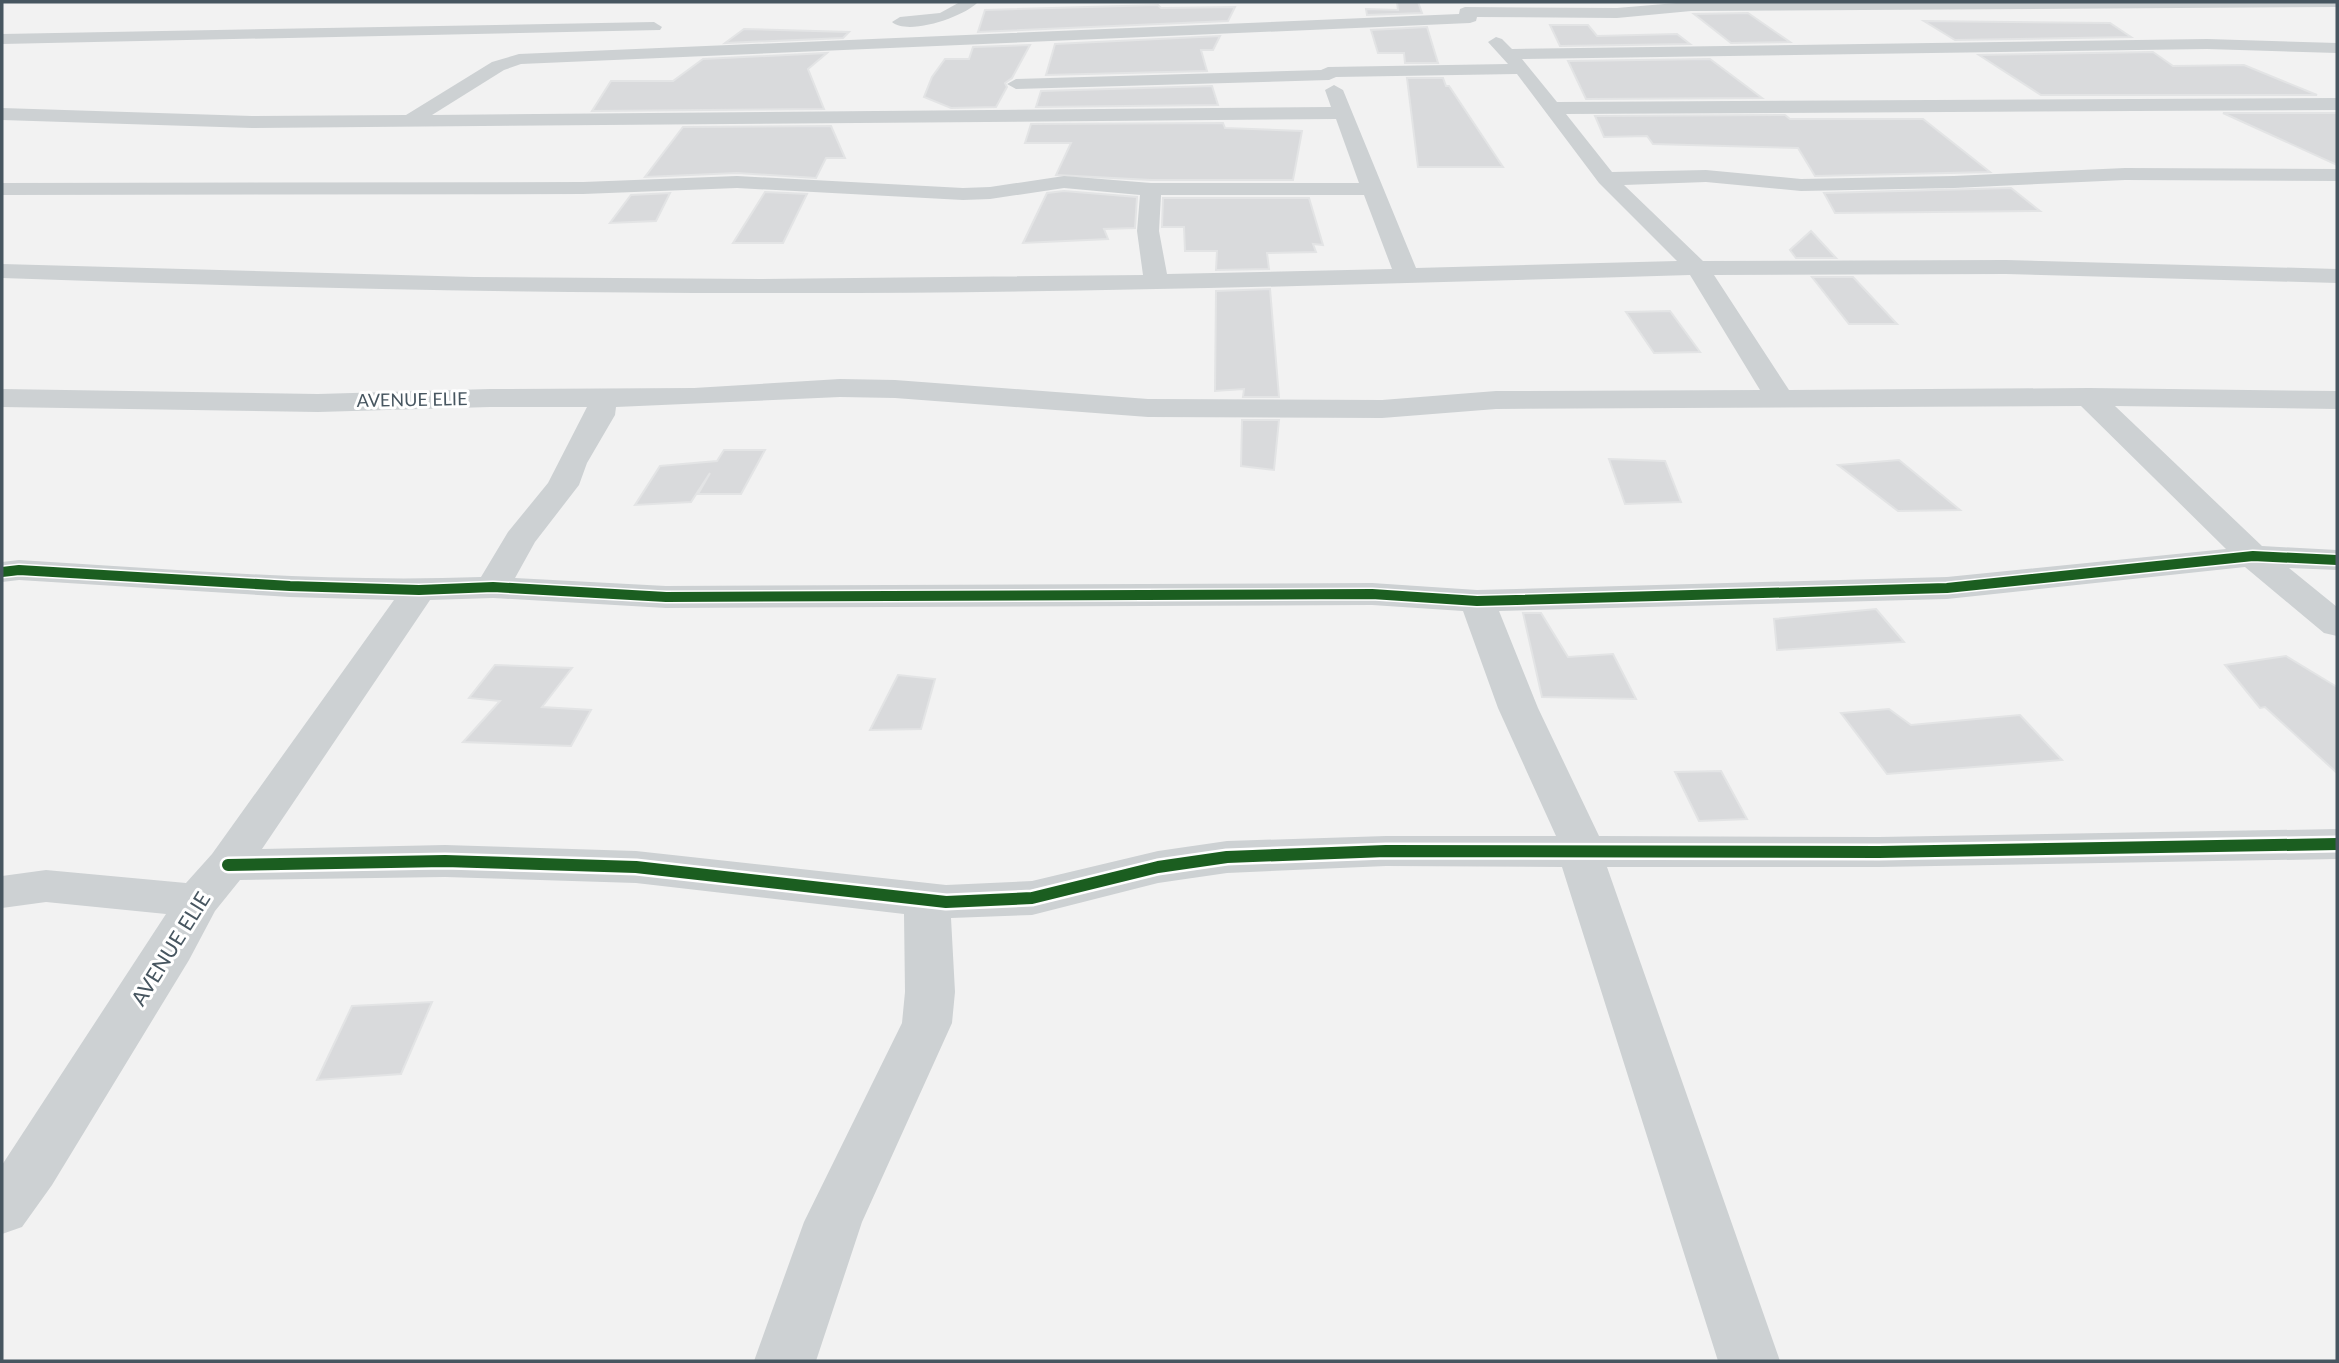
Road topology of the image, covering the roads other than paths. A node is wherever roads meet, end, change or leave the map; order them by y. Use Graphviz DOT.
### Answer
graph roads {
  1 [pos="970,2"];
  2 [pos="1305,2"];
  3 [pos="2124,3"];
  4 [pos="2337,3"];
  5 [pos="1464,10"];
  6 [pos="883,22"];
  7 [pos="1311,26"];
  8 [pos="666,27"];
  9 [pos="2,39"];
  10 [pos="2207,44"];
  11 [pos="2337,48"];
  12 [pos="1509,54"];
  13 [pos="2265,64"];
  14 [pos="1522,69"];
  15 [pos="1328,74"];
  16 [pos="1016,85"];
  17 [pos="2337,104"];
  18 [pos="1552,108"];
  19 [pos="1342,113"];
  20 [pos="2,114"];
  21 [pos="410,120"];
  22 [pos="2337,175"];
  23 [pos="1606,179"];
  24 [pos="2,189"];
  25 [pos="1151,189"];
  26 [pos="1371,189"];
  27 [pos="1697,268"];
  28 [pos="2,271"];
  29 [pos="39,271"];
  30 [pos="2337,276"];
  31 [pos="1407,277"];
  32 [pos="1156,282"];
  33 [pos="2,293"];
  34 [pos="2089,397"];
  35 [pos="2,398"];
  36 [pos="603,399"];
  37 [pos="1781,400"];
  38 [pos="2337,400"];
  39 [pos="2253,556"];
  40 [pos="2337,560"];
  41 [pos="2,572"];
  42 [pos="494,587"];
  43 [pos="419,590"];
  44 [pos="1477,601"];
  45 [pos="2337,625"];
  46 [pos="2337,844"];
  47 [pos="1579,851"];
  48 [pos="228,865"];
  49 [pos="2,892"];
  50 [pos="927,899"];
  51 [pos="197,901"];
  52 [pos="2,1209"];
  53 [pos="785,1361"];
  54 [pos="1749,1361"];
  1 -- 6 [label="street"];
  2 -- 7 [label="street"];
  3 -- 4 [label="street"];
  3 -- 5 [label="street"];
  3 -- 10 [label="street"];
  5 -- 7 [label="street"];
  5 -- 12 [label="street"];
  7 -- 15 [label="street"];
  7 -- 21 [label="street"];
  8 -- 9 [label="street"];
  10 -- 11 [label="street"];
  10 -- 12 [label="street"];
  10 -- 13 [label="street"];
  12 -- 14 [label="street"];
  14 -- 15 [label="street"];
  14 -- 18 [label="street"];
  15 -- 16 [label="street"];
  15 -- 19 [label="street"];
  17 -- 18 [label="street"];
  18 -- 23 [label="street"];
  19 -- 21 [label="street"];
  19 -- 26 [label="street"];
  20 -- 21 [label="street"];
  22 -- 23 [label="street"];
  23 -- 27 [label="street"];
  24 -- 25 [label="street"];
  25 -- 26 [label="street"];
  25 -- 32 [label="street"];
  26 -- 31 [label="street"];
  27 -- 30 [label="street"];
  27 -- 31 [label="street"];
  27 -- 37 [label="street"];
  28 -- 29 [label="street"];
  29 -- 32 [label="street"];
  29 -- 33 [label="street"];
  31 -- 32 [label="street"];
  34 -- 37 [label="street, AVENUE ELIE"];
  34 -- 38 [label="street, AVENUE ELIE"];
  34 -- 39 [label="street"];
  35 -- 36 [label="street, AVENUE ELIE"];
  36 -- 37 [label="street, AVENUE ELIE"];
  36 -- 42 [label="street"];
  39 -- 40 [label="street"];
  39 -- 44 [label="street"];
  39 -- 45 [label="street"];
  41 -- 43 [label="street"];
  42 -- 43 [label="street"];
  42 -- 44 [label="street"];
  43 -- 48 [label="street, AVENUE ELIE"];
  44 -- 47 [label="street"];
  46 -- 47 [label="street"];
  47 -- 50 [label="street"];
  47 -- 54 [label="street"];
  48 -- 50 [label="street"];
  48 -- 51 [label="street, AVENUE ELIE"];
  49 -- 51 [label="street"];
  50 -- 53 [label="street"];
  51 -- 52 [label="street, AVENUE ELIE"];
}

TASK PROMPT => Every line in the listing above that mentions "ELIE" should be returned.

TASK SOLUTION =>
  34 -- 37 [label="street, AVENUE ELIE"];
  34 -- 38 [label="street, AVENUE ELIE"];
  35 -- 36 [label="street, AVENUE ELIE"];
  36 -- 37 [label="street, AVENUE ELIE"];
  43 -- 48 [label="street, AVENUE ELIE"];
  48 -- 51 [label="street, AVENUE ELIE"];
  51 -- 52 [label="street, AVENUE ELIE"];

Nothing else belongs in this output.